The problem - Which of the lines below holds the string "Raiol"? Copy every line that does.

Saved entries
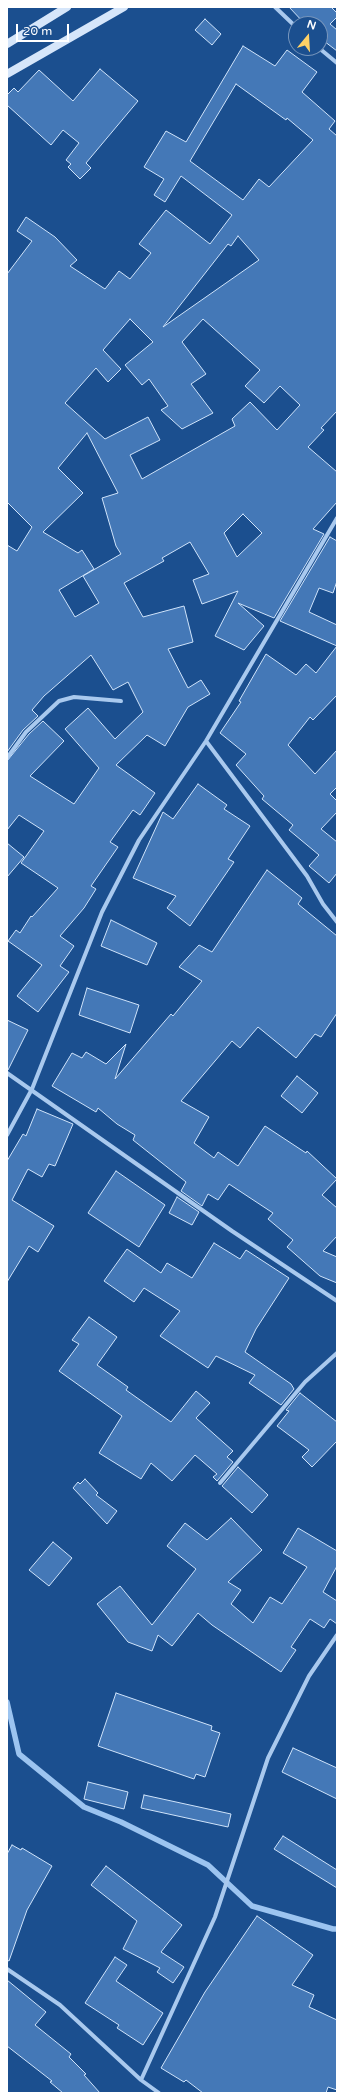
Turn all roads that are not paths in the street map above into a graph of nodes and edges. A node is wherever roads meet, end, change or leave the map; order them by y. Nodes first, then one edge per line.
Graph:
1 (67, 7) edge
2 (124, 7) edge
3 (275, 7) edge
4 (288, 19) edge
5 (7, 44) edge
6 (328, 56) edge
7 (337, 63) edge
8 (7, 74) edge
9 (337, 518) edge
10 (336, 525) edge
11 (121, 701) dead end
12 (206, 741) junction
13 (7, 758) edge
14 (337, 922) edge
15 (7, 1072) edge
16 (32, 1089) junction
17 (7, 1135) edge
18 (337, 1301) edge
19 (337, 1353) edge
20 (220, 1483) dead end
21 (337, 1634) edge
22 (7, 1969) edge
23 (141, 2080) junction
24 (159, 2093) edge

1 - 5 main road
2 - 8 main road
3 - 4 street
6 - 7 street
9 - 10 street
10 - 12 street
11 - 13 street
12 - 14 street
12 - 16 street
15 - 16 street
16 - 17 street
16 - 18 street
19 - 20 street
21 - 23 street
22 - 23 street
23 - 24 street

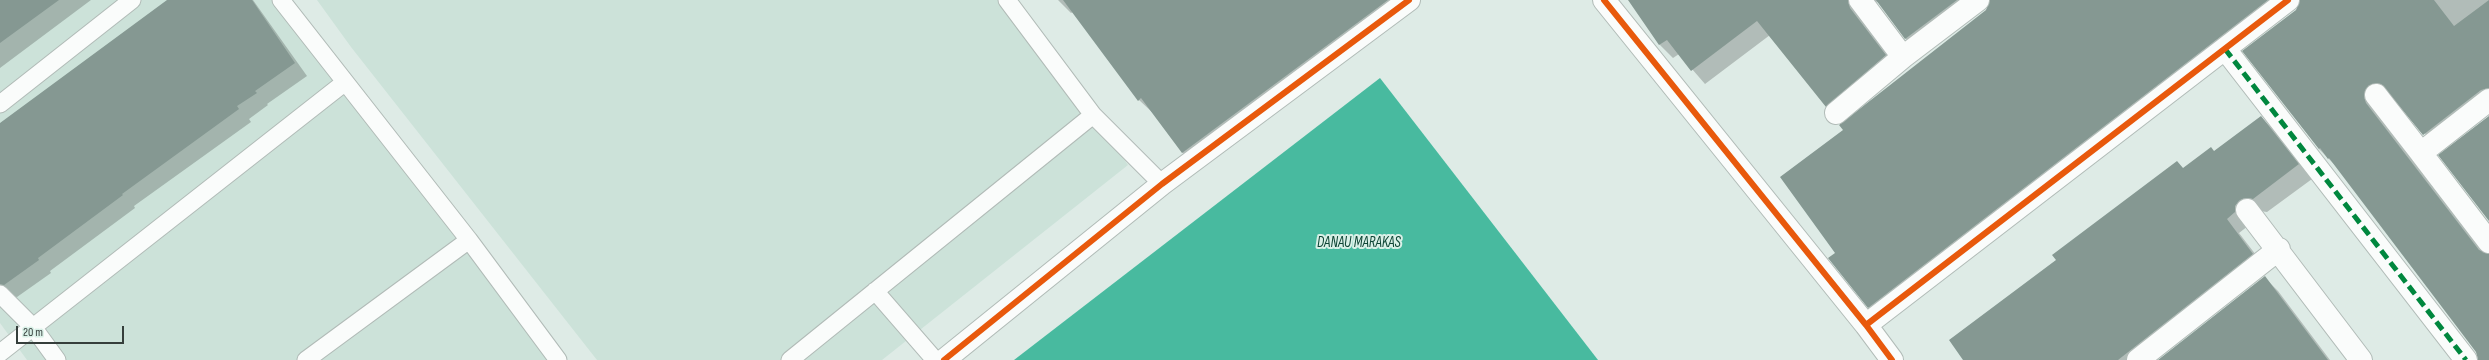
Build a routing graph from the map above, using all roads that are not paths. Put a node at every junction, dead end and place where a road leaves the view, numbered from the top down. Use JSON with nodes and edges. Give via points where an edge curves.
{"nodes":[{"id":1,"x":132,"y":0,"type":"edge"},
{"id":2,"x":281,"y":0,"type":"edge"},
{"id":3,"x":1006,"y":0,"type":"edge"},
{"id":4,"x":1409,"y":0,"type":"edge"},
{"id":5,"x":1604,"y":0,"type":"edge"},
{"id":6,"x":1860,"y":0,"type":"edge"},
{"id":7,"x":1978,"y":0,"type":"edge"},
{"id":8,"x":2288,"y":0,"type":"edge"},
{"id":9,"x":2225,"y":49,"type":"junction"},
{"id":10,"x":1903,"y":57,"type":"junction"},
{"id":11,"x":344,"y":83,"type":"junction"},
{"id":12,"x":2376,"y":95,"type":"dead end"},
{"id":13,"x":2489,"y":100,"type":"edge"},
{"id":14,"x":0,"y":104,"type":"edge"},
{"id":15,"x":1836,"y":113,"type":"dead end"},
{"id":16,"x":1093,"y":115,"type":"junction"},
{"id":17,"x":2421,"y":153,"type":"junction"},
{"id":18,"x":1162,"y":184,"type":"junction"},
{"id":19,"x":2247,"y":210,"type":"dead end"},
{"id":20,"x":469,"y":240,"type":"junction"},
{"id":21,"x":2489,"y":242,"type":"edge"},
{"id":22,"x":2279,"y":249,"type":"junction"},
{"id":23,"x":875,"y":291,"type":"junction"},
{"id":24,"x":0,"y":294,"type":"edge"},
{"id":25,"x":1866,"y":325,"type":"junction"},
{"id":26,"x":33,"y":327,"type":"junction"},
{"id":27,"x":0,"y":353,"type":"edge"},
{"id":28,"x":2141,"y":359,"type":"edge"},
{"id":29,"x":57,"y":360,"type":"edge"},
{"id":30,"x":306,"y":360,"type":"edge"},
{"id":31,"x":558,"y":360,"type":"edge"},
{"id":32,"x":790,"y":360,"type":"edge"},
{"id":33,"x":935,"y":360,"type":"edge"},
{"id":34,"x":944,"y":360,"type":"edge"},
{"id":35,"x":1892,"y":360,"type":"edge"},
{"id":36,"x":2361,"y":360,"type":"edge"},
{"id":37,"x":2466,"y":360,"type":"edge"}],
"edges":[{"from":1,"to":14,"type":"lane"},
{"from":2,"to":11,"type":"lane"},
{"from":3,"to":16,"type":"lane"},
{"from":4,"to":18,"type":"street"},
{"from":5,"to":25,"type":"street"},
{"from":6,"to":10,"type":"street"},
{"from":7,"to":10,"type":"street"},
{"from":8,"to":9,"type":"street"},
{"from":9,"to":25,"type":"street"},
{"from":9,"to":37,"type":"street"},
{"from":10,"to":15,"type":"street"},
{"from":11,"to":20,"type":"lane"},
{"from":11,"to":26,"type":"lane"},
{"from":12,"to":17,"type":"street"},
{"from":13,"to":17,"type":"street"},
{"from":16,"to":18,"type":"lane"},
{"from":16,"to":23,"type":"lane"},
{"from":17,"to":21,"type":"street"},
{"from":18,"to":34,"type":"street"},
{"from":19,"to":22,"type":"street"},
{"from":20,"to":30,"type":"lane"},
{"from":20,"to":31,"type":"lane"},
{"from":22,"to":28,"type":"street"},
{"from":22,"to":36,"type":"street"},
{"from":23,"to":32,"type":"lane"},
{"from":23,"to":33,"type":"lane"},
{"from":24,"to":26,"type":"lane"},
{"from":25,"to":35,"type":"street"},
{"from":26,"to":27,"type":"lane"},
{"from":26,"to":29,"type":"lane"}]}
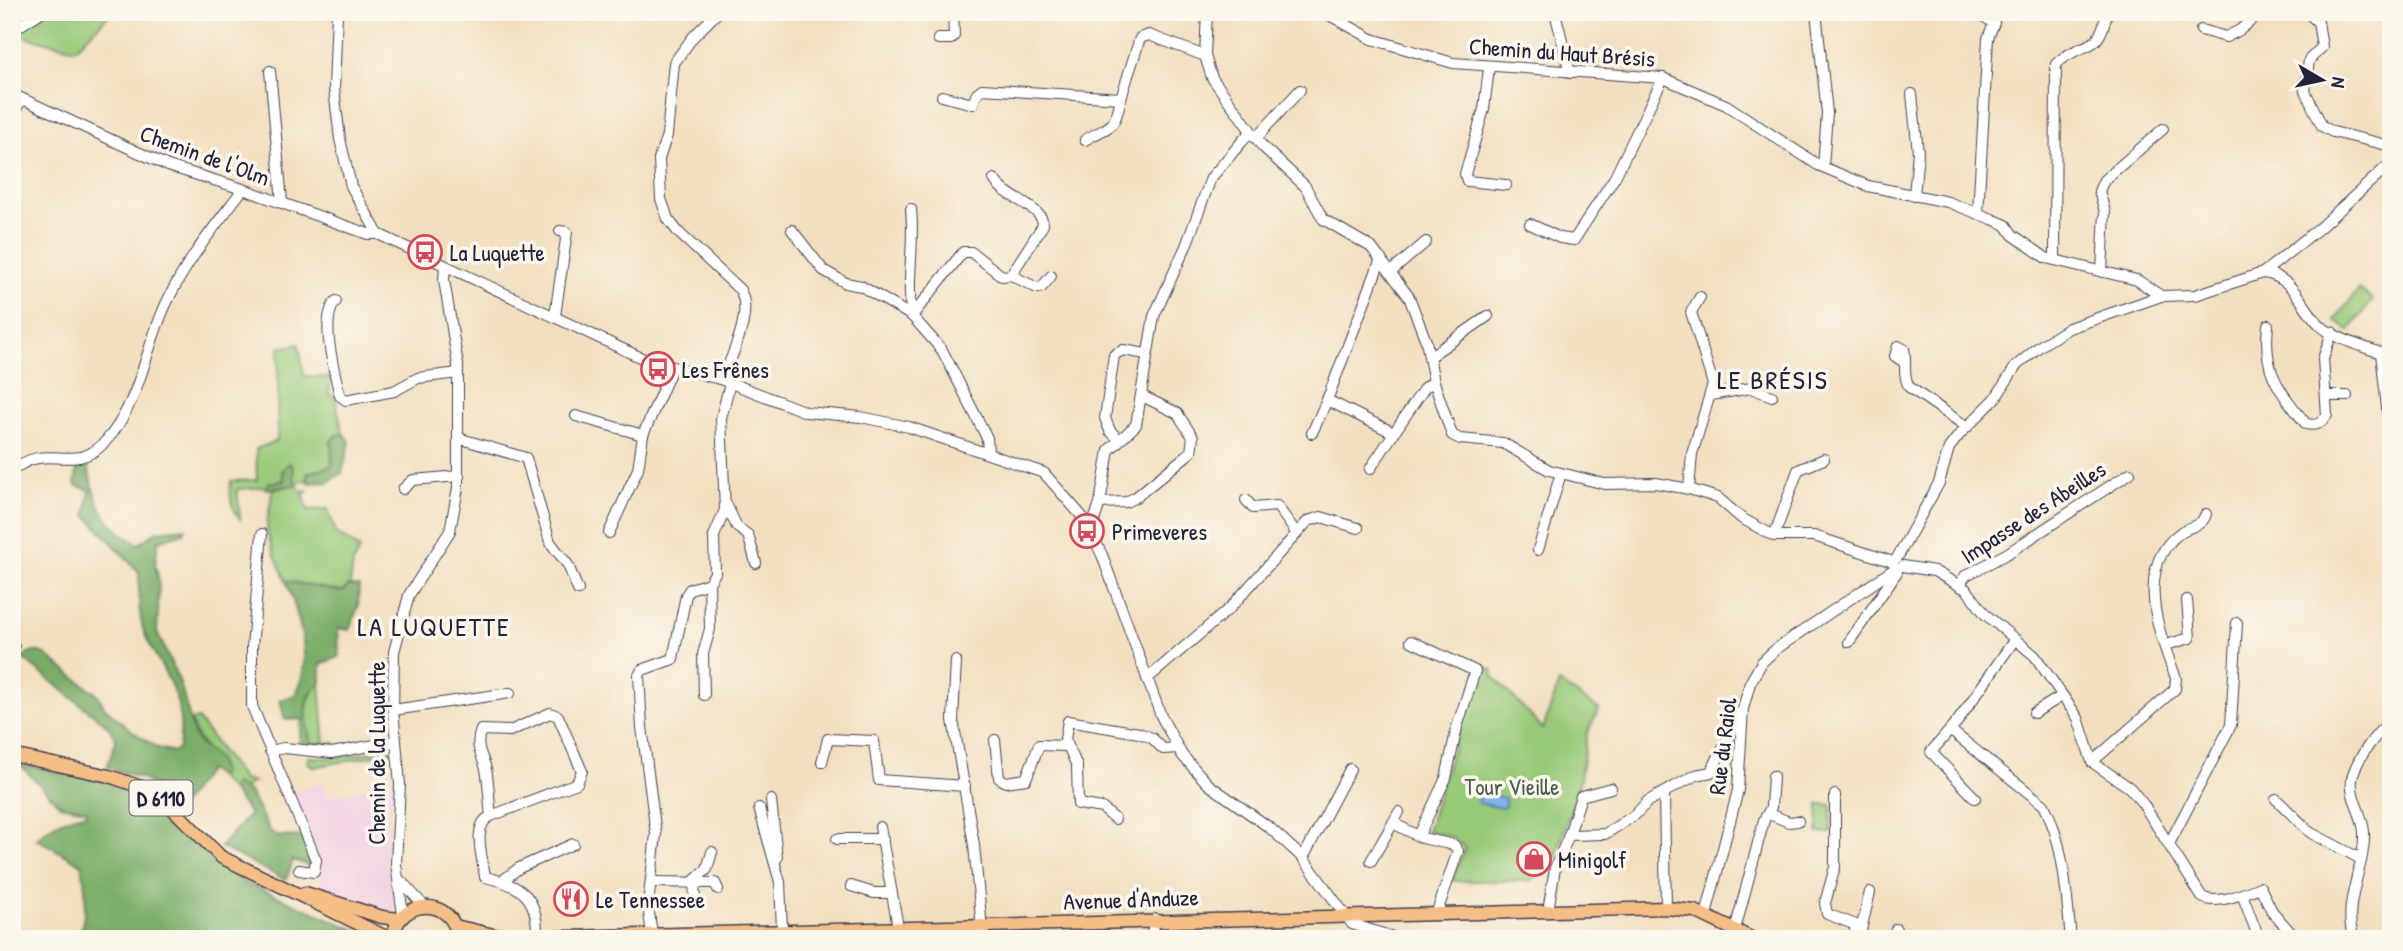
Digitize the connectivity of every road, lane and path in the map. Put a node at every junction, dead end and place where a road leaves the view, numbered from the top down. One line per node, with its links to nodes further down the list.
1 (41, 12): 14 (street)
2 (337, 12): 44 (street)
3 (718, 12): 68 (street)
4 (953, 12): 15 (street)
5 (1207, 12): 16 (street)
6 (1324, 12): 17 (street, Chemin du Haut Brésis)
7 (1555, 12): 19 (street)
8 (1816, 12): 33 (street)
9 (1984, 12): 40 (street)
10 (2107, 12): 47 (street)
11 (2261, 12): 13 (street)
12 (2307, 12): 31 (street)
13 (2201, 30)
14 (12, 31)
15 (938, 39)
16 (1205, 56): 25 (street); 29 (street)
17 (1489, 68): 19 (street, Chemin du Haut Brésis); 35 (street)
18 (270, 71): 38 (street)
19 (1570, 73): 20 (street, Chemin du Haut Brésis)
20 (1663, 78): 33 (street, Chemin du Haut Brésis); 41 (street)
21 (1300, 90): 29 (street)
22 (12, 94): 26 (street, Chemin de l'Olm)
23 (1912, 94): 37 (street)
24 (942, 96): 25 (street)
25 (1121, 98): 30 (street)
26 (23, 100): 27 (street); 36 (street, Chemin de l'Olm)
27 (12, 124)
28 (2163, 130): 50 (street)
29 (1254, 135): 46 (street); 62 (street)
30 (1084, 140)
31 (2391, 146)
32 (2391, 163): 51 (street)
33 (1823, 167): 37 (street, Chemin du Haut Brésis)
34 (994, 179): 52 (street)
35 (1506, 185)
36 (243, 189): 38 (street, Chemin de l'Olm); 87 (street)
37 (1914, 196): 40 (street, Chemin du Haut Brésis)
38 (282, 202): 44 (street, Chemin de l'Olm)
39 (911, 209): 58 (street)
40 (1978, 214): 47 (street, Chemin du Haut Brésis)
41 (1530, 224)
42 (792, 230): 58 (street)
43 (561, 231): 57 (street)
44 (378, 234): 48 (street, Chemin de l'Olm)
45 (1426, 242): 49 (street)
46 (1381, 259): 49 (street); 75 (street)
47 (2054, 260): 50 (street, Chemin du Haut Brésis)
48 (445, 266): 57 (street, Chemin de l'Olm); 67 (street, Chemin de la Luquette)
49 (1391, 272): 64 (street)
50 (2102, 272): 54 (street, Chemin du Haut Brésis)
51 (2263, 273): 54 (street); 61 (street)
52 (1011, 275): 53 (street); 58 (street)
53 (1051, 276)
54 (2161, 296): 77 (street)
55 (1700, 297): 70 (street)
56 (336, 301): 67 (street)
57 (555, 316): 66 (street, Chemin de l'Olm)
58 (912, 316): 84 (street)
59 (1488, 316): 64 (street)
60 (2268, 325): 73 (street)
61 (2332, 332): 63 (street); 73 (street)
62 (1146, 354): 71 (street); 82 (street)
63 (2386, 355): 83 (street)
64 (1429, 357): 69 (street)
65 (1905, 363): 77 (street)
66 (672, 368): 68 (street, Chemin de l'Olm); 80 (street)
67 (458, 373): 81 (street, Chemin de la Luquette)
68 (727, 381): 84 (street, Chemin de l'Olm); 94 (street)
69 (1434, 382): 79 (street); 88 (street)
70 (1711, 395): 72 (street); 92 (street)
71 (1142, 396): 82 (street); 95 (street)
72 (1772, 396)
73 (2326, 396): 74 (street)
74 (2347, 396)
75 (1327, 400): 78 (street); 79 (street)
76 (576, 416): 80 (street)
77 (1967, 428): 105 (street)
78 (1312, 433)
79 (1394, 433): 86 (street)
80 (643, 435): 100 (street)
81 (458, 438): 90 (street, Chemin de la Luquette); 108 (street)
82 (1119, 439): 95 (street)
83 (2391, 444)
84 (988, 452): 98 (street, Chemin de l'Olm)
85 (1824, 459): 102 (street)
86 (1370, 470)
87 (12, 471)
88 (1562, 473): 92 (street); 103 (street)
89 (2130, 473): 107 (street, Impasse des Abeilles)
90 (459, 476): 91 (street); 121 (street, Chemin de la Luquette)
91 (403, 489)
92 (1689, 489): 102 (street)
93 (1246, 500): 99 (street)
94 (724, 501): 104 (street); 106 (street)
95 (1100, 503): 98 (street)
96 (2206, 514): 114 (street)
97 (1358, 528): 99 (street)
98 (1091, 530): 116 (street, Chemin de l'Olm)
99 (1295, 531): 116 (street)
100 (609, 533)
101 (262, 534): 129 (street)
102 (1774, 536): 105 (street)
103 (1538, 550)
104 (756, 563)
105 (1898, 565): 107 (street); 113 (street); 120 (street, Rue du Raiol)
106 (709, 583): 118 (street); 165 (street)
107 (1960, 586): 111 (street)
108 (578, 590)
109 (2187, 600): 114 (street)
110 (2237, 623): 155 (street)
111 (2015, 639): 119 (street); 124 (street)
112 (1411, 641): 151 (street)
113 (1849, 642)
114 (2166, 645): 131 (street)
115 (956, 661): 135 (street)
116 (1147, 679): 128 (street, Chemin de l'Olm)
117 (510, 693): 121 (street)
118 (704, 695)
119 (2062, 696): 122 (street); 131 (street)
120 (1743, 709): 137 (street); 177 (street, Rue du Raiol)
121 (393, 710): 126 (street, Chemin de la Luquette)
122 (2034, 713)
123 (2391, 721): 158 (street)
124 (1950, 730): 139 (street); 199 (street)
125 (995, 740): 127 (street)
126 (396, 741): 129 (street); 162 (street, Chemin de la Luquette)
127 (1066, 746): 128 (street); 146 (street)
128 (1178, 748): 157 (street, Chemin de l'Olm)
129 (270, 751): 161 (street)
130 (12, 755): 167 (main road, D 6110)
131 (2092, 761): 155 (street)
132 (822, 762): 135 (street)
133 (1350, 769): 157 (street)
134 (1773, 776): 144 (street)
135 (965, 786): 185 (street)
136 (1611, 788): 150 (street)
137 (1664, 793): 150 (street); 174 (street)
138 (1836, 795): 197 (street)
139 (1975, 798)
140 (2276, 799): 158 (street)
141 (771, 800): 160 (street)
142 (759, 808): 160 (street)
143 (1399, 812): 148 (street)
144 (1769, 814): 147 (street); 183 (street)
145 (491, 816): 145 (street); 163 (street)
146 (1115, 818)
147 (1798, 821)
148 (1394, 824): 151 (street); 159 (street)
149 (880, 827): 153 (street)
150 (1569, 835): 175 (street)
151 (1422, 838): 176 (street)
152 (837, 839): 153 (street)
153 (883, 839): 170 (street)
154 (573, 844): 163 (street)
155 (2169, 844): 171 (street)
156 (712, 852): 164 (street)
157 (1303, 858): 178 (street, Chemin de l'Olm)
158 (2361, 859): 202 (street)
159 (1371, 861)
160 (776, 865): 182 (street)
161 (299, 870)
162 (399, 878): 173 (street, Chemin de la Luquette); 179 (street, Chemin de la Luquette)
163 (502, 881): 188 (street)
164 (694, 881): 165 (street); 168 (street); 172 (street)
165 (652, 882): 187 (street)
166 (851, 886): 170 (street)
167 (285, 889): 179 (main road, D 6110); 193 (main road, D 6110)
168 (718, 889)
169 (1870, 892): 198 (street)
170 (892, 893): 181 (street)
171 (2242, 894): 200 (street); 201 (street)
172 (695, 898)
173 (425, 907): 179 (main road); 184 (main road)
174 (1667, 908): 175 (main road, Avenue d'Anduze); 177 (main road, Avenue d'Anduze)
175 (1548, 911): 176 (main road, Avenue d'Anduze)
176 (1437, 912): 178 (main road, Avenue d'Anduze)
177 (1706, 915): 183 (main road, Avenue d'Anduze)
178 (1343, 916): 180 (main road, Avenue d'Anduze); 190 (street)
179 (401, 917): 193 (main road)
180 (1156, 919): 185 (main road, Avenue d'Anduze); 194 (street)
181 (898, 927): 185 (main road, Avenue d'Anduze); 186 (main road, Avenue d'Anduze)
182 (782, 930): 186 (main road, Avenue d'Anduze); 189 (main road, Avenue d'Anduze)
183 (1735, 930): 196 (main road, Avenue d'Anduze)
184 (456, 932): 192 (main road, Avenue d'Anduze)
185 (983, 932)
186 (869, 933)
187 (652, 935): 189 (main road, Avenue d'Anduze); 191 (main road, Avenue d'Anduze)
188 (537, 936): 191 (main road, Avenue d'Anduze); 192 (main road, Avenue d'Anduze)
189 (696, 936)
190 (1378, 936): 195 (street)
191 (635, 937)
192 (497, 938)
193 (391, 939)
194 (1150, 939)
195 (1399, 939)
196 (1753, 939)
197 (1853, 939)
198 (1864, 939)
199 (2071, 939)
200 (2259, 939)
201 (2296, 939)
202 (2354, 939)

Answer to the exercise -
105 (1898, 565): 107 (street); 113 (street); 120 (street, Rue du Raiol)
120 (1743, 709): 137 (street); 177 (street, Rue du Raiol)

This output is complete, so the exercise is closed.